A l’intérieur de l’école, les sièges et tables des élèves sont entassés dans un coin pour laisser place à des matelas très fins. Des enfants zigzaguent gaiement en essayant de s’attraper. Il est déjà tard mais personne ne songe à les coucher. Au moins, ils ne pensent plus aux violences. Dehors, l’ambiance est plus lourde. Les hommes sont rassemblés sur des marches qui bordent la cour de récréation. Dans l’obscurité, difficile de déchiffrer les visages mais, à la gravité des histoires qu’ils ressassent, on imagine leurs rictus de douleur. «Peur, kalachnikov, milices, viols, kidnapping, argent, bateau, Europe» sont les mots qui structurent les récits.

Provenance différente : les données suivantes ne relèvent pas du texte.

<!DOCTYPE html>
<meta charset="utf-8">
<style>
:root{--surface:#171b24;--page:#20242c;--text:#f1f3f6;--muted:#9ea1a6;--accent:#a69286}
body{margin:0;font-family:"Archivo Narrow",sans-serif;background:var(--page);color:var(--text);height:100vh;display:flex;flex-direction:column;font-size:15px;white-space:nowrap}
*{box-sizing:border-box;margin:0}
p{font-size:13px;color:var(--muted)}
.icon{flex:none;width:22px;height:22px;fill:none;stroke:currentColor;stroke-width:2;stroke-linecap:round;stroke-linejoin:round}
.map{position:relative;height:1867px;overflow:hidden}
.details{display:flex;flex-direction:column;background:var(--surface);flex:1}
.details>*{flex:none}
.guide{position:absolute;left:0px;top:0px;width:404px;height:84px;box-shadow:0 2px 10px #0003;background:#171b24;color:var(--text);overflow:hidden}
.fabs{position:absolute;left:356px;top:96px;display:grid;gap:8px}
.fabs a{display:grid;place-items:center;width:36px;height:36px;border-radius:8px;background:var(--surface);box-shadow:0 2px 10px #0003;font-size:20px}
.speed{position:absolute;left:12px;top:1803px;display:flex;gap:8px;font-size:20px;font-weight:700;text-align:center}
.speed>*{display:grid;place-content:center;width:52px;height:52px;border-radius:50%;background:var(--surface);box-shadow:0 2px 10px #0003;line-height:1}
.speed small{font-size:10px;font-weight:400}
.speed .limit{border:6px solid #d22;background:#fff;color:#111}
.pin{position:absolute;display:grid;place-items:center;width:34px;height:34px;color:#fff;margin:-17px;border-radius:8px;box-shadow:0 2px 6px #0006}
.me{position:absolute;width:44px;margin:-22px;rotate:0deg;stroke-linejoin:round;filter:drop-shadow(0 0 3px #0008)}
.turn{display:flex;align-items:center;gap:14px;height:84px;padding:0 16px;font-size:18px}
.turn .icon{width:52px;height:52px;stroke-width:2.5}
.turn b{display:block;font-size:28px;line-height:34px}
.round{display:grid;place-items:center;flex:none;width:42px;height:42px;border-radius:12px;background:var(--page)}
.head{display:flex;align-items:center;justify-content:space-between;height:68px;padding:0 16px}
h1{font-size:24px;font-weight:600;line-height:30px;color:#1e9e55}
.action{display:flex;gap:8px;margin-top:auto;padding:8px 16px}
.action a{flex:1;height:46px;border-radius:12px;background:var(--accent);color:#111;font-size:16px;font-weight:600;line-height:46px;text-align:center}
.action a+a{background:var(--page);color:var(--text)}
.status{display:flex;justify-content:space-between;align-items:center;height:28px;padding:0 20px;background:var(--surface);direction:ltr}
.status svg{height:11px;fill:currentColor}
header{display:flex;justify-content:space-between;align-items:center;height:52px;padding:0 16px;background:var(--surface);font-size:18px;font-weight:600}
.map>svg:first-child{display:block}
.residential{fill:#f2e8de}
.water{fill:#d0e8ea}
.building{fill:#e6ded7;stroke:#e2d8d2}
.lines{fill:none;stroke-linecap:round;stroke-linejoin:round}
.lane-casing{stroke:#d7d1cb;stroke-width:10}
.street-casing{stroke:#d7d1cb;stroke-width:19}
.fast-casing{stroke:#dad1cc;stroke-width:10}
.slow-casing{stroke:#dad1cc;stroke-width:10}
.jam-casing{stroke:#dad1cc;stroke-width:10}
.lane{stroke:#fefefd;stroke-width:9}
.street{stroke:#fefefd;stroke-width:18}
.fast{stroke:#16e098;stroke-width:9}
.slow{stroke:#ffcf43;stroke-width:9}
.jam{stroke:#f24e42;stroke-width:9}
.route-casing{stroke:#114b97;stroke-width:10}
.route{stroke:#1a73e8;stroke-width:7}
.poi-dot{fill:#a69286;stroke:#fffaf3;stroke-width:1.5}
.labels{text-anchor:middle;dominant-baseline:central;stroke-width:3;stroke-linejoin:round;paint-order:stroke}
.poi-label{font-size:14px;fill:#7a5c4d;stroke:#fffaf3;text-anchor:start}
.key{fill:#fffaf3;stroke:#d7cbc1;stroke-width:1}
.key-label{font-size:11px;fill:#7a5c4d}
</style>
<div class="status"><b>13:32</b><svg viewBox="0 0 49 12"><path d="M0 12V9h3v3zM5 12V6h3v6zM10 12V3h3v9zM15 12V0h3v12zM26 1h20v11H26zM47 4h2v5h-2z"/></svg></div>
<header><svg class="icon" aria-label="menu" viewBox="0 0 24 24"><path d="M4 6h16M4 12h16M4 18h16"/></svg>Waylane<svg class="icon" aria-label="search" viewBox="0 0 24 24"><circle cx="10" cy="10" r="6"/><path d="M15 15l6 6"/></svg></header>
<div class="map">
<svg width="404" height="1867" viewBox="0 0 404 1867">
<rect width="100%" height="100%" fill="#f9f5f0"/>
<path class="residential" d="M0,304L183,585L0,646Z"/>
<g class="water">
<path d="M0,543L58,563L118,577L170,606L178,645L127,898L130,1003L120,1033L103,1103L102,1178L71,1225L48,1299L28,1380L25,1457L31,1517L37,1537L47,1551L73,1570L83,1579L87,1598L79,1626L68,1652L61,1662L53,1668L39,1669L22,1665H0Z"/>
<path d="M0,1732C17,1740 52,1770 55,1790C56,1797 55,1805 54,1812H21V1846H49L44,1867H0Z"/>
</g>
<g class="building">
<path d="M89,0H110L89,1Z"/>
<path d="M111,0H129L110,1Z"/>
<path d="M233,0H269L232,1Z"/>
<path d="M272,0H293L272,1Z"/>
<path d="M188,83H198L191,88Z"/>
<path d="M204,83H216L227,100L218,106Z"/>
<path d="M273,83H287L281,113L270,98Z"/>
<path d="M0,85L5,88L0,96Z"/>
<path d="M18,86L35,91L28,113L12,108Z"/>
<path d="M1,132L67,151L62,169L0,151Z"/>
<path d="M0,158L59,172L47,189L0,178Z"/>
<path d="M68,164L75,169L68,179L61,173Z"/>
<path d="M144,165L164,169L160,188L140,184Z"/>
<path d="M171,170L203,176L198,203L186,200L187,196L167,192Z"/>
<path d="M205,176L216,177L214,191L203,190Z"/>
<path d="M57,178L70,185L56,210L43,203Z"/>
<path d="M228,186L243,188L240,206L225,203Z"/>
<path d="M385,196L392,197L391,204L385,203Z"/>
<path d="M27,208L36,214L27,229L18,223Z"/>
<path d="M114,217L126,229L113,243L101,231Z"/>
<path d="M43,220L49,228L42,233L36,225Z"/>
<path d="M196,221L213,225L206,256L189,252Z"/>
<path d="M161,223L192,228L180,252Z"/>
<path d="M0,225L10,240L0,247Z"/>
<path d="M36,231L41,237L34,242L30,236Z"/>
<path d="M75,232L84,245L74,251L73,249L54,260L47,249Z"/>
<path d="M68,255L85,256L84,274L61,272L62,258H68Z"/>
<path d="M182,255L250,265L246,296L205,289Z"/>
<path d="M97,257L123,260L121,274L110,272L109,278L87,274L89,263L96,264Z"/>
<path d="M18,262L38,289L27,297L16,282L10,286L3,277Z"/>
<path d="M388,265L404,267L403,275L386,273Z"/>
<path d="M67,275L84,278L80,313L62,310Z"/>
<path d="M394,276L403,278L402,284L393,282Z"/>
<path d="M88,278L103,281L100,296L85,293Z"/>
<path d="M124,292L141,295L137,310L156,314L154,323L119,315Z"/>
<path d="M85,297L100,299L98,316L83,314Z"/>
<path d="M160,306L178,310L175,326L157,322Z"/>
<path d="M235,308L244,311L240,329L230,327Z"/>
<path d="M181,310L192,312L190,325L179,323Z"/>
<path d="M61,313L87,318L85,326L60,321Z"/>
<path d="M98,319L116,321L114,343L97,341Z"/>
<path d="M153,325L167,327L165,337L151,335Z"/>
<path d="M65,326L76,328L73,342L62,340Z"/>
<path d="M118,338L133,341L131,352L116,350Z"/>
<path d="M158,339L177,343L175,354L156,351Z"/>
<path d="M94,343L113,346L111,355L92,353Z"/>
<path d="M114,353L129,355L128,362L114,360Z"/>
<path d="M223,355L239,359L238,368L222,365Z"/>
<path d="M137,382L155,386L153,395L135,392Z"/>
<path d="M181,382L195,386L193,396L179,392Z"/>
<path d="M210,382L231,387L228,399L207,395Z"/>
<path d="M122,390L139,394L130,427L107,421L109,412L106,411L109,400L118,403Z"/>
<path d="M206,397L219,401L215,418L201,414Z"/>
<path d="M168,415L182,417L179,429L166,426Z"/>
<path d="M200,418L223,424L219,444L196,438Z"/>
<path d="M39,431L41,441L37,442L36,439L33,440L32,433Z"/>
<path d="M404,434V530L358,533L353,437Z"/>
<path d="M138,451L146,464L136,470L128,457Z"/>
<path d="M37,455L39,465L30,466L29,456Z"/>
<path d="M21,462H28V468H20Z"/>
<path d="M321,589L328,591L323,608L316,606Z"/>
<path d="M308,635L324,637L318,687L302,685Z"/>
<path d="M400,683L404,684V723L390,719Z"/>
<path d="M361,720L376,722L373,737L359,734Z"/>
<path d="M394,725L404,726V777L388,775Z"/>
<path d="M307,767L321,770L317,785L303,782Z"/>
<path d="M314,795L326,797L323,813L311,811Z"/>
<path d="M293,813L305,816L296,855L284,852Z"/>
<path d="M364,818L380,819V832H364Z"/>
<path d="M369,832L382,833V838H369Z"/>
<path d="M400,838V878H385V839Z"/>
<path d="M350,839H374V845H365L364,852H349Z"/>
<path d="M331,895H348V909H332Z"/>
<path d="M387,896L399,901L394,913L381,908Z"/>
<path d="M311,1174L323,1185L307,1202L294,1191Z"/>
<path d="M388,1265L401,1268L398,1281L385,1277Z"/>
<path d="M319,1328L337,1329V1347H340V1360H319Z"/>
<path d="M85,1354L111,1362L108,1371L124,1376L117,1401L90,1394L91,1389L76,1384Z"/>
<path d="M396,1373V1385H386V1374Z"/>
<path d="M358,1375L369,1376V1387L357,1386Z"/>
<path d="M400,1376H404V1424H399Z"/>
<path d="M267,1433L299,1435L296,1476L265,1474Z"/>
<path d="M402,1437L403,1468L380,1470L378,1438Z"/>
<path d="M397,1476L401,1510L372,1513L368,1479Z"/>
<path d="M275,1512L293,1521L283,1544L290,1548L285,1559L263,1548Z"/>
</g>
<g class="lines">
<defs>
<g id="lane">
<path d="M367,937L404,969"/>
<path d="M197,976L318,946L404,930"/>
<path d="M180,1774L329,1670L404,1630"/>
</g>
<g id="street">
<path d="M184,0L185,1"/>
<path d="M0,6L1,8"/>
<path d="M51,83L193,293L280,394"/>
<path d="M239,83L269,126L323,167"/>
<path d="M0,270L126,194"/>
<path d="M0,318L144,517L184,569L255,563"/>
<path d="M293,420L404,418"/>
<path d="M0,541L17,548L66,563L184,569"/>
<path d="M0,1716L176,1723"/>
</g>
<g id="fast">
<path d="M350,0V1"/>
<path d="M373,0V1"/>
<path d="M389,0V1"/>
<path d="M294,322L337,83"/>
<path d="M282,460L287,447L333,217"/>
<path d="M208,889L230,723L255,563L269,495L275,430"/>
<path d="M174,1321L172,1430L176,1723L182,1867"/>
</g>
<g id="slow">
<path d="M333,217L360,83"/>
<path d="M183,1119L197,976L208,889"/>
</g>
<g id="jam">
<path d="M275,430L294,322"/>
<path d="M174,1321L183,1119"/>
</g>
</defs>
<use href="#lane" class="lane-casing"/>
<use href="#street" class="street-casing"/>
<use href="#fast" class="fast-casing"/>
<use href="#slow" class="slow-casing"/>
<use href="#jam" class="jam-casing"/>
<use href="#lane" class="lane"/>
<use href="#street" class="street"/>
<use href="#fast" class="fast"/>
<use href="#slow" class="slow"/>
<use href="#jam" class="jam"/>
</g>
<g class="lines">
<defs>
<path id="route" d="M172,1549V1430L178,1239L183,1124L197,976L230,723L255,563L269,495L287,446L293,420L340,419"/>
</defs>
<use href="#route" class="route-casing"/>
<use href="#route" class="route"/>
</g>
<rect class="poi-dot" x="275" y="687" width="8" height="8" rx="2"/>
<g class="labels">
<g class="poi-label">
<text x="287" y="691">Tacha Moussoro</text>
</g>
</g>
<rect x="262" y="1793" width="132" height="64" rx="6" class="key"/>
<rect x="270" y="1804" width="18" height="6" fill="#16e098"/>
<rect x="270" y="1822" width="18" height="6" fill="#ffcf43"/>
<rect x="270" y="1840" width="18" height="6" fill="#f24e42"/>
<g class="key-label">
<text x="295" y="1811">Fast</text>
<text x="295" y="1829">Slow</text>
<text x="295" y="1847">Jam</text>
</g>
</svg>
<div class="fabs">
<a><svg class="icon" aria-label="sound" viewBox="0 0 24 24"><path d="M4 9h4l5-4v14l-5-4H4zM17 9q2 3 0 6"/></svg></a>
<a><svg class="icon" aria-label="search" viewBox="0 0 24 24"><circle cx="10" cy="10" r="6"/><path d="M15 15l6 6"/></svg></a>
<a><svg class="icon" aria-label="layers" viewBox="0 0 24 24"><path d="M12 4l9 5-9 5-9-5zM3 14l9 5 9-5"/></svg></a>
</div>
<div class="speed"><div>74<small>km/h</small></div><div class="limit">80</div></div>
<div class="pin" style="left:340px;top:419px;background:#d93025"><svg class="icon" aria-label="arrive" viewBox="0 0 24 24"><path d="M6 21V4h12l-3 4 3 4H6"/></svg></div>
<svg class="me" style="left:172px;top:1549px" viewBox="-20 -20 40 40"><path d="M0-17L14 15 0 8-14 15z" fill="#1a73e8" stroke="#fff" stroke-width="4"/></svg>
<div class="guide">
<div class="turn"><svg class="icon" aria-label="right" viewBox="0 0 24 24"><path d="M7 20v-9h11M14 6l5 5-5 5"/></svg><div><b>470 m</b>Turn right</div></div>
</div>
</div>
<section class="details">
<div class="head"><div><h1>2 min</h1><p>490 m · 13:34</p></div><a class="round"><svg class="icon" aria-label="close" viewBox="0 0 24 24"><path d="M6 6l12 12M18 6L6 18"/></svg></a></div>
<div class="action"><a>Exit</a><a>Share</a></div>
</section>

Nous n’accueillons que des migrants, car les déplacés libyens, eux aussi relogés dans des écoles, ne veulent pas côtoyer des étrangers, surtout des Noirs. Ils ont peur des maladies

Anas, volontaire du Croissant-Rouge

Nous n’accueillons que des migrants, car les déplacés libyens, eux aussi relogés dans des écoles, ne veulent pas côtoyer des étrangers, surtout des Noirs. Ils ont peur des maladies

Anas, volontaire du Croissant-Rouge

Mohamed Omar Aboubakar Hassan a quitté le Darfour, au Soudan, en 2012. Il a d’abord fui en Egypte où il a reçu une pièce d’identité du Haut-Commissariat aux réfugiés (HCR). Il a travaillé là-bas plus de six ans. Et puis, les relations entre les deux pays se sont tendues. Les policiers égyptiens avaient ordre de faire la chasse aux Soudanais. Avec sa femme, il décide de partir en Libye, en octobre 2018. «Sur la route, on a été kidnappés deux fois par des milices à Musaid [à la frontière libyano-égyptienne] puis à Bani Walid [à 170 km au sud-est de Tripoli]. A chaque fois, nous avons été séparés. La nuit, je l’entendais pleurer. Je pense qu’elle a été violée, mais elle n’a jamais voulu m’en parler. Finalement, on est arrivés à Tripoli, dans le quartier d’Abou Salim. Mais, quelques jours plus tard, la bataille commençait. L’immeuble à côté du nôtre a été touché par des roquettes. On s’est alors réfugiés au siège du HCR qui nous a dit de venir ici.»